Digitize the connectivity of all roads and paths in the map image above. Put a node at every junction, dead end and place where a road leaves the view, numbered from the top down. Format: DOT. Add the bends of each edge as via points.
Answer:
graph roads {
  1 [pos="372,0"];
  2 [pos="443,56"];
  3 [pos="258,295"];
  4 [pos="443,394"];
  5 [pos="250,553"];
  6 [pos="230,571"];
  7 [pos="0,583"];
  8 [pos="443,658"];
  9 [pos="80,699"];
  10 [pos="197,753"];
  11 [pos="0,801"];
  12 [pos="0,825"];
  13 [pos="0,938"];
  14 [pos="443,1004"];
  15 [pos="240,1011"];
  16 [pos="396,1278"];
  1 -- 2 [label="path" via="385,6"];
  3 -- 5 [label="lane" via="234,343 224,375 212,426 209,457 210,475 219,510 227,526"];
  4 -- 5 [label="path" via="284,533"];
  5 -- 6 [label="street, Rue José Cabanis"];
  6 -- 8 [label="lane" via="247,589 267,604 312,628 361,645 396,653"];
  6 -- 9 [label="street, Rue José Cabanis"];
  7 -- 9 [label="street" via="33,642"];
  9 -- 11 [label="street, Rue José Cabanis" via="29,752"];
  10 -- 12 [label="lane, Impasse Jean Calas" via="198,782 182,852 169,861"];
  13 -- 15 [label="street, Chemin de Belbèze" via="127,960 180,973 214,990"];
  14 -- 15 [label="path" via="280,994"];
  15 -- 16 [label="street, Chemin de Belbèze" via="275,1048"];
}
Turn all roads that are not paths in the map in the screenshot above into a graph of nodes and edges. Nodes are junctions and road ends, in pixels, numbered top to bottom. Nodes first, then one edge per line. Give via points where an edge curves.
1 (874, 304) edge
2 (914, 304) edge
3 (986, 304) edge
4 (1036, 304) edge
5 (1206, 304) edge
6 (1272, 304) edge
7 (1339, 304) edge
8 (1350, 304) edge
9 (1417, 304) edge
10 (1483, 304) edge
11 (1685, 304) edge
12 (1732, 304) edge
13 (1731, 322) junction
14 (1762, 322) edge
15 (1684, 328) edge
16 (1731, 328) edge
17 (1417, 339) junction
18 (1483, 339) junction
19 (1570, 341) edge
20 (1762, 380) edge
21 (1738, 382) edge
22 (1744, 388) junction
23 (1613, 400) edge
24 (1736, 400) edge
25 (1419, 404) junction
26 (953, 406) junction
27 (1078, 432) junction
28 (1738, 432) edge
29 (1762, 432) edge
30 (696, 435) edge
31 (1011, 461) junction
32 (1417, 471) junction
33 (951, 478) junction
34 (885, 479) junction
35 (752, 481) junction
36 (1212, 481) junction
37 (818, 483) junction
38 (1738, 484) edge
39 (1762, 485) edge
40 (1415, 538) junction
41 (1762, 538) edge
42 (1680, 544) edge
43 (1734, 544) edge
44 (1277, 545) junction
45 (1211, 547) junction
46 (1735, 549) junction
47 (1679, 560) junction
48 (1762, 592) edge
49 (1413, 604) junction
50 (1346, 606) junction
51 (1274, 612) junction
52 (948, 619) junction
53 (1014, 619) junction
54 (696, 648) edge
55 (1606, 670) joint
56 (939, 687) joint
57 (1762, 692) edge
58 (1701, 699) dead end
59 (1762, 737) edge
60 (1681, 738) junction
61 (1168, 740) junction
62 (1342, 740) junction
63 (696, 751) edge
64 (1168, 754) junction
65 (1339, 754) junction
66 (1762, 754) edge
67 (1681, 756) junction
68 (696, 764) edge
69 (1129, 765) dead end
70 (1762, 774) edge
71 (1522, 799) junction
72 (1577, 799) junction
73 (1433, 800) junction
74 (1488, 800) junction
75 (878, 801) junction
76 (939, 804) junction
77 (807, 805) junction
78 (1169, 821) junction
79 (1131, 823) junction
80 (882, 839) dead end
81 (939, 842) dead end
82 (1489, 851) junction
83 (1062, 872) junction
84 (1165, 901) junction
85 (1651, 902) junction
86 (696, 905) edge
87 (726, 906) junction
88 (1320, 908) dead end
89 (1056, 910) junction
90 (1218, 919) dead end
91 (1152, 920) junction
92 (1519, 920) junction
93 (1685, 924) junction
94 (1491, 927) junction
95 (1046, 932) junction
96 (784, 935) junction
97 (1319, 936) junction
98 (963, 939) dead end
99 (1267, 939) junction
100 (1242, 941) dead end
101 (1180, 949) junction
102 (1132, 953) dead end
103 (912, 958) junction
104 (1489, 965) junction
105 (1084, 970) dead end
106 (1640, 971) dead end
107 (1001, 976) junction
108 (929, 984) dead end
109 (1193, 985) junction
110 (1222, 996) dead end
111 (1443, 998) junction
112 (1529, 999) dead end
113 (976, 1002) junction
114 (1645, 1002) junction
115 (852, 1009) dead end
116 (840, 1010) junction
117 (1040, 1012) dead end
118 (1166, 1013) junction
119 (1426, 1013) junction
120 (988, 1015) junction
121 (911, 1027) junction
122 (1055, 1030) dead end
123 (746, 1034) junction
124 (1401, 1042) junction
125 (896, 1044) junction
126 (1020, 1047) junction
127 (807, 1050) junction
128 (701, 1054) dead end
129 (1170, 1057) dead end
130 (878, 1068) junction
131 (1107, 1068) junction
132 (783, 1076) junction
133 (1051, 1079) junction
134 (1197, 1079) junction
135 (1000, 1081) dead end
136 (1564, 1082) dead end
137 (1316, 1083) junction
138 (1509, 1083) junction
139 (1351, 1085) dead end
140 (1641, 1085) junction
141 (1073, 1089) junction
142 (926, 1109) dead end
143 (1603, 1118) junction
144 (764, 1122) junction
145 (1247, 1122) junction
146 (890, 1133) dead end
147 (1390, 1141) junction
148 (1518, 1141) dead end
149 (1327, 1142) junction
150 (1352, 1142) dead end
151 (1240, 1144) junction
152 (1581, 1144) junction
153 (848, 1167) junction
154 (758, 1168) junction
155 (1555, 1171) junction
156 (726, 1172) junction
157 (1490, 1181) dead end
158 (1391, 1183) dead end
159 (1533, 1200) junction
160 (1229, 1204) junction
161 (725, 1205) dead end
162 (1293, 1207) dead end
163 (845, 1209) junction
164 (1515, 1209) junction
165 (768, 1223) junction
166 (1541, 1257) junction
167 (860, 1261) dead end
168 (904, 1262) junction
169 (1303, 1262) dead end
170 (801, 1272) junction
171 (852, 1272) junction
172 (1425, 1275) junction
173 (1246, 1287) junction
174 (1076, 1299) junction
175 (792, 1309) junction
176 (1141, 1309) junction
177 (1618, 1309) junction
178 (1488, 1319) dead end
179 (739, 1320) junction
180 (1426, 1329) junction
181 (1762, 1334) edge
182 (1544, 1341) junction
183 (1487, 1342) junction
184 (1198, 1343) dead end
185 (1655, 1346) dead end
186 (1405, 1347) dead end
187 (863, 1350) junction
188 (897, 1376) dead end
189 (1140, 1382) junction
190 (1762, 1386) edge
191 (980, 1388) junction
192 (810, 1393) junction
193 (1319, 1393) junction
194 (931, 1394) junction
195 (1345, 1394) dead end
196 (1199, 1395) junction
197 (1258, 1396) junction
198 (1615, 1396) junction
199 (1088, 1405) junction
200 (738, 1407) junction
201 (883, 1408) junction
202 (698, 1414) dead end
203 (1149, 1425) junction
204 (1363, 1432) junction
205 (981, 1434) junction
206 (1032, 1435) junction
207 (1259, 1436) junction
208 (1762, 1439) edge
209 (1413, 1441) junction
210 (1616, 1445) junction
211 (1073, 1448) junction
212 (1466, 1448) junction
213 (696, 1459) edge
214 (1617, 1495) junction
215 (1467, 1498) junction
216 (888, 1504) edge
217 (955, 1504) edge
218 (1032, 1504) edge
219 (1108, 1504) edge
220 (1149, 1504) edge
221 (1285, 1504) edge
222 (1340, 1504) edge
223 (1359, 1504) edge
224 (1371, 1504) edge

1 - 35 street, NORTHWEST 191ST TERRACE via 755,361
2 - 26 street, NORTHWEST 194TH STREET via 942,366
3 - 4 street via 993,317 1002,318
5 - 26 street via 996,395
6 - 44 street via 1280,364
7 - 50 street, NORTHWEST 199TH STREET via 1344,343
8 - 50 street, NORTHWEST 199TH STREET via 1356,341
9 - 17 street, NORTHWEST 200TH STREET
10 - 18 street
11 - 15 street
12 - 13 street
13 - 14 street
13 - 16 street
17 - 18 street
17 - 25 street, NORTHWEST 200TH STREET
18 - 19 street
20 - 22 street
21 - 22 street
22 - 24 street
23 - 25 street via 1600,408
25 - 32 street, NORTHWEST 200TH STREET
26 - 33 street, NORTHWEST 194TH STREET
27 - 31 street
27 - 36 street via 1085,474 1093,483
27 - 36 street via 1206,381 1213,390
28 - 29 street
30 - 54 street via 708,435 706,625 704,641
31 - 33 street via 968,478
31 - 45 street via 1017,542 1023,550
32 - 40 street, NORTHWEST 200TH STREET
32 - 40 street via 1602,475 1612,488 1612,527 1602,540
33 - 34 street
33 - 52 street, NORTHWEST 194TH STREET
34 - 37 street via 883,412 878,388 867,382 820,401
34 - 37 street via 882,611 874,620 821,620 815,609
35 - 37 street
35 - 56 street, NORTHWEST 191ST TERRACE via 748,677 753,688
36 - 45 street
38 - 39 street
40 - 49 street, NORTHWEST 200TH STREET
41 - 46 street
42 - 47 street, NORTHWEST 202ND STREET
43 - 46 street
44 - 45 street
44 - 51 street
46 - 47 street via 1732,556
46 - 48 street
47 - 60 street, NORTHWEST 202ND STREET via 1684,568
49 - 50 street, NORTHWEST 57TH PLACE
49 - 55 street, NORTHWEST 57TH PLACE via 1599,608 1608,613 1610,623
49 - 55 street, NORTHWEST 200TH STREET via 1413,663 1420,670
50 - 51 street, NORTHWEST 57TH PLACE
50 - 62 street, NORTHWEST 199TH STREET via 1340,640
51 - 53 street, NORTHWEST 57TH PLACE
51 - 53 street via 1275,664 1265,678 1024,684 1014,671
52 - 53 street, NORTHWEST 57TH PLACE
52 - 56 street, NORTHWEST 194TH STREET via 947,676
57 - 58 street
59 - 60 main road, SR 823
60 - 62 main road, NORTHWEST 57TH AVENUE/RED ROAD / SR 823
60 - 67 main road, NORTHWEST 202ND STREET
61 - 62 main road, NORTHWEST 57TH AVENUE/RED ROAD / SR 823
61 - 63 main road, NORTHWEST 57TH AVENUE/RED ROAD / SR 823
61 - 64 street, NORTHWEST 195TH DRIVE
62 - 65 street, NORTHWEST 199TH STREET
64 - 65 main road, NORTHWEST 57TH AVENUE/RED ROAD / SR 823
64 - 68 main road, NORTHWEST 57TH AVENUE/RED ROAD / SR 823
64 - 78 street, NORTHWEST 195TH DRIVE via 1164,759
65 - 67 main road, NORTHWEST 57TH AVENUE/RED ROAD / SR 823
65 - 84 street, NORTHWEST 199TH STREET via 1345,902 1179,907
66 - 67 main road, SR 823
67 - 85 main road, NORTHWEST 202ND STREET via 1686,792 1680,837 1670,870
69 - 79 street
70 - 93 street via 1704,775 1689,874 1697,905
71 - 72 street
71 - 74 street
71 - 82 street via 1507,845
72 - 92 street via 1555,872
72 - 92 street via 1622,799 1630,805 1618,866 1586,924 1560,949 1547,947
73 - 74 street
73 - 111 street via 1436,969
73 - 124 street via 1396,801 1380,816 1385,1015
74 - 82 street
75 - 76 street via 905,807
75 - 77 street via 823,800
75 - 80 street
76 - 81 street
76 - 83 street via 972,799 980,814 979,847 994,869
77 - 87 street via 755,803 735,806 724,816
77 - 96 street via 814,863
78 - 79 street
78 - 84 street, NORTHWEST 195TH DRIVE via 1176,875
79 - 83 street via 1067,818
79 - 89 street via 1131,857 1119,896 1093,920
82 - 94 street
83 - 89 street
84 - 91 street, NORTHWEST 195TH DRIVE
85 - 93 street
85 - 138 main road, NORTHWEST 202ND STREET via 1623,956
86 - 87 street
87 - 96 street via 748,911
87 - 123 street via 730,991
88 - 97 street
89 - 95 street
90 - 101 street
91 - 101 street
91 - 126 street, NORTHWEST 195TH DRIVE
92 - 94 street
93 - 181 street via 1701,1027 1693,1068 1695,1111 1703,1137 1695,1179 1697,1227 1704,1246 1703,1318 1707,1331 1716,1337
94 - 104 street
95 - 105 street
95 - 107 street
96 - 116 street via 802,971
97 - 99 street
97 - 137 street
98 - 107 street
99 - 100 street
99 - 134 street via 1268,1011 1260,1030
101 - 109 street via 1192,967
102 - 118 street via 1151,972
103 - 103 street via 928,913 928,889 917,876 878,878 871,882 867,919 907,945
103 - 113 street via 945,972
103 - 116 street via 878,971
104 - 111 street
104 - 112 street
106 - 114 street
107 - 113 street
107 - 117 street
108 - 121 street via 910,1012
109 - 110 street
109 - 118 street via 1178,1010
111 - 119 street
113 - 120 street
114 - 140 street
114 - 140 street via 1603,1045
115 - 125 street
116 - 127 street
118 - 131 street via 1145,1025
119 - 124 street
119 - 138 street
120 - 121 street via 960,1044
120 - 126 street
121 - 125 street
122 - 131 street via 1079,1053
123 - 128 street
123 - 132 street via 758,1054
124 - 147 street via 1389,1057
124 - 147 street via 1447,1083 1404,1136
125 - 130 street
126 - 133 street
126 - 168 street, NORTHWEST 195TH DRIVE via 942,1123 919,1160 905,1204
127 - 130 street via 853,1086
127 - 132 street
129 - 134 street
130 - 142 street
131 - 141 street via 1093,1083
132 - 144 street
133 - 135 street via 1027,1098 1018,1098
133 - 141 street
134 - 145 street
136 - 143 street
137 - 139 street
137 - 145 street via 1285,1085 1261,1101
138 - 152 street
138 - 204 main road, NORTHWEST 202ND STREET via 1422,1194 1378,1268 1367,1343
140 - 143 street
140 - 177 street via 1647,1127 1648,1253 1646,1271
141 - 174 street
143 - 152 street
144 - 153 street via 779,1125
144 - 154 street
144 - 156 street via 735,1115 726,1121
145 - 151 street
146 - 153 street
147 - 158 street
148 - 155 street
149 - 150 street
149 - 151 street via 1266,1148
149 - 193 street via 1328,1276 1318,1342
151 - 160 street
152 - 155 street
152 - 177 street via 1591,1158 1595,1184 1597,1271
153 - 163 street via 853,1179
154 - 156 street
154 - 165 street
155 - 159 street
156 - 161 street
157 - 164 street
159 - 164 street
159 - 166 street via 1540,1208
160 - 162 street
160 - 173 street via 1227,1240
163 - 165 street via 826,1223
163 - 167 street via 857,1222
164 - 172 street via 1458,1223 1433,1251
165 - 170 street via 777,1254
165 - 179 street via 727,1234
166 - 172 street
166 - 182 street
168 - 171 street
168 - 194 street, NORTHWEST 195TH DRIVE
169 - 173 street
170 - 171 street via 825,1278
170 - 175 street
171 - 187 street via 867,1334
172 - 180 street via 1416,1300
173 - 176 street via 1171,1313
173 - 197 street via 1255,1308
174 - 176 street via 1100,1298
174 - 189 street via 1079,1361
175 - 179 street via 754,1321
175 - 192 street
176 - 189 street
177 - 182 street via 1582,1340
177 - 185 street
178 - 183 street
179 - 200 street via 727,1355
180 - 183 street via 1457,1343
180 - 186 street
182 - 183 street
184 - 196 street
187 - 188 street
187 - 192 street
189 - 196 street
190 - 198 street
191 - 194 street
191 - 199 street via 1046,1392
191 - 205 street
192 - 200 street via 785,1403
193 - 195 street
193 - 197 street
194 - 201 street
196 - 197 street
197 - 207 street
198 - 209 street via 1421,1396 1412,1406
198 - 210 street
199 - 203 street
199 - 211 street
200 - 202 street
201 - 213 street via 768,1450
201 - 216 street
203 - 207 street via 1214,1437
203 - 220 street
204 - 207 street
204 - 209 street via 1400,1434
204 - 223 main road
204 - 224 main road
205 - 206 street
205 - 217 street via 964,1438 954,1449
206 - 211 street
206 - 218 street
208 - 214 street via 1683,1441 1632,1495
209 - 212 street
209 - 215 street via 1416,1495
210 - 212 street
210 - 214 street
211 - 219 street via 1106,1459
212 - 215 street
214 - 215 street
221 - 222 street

● **How to complete this task**
Among the lines of the preceding data, which ones hold the word "above"? List them.

● **Result for this exercise**
Digitize the connectivity of all roads and paths in the map image above. Put a node at every junction, dead end and place where a road leaves the view, numbered from the top down. Format: DOT. Add the bends of each edge as via points.
Turn all roads that are not paths in the map in the screenshot above into a graph of nodes and edges. Nodes are junctions and road ends, in pixels, numbered top to bottom. Nodes first, then one edge per line. Give via points where an edge curves.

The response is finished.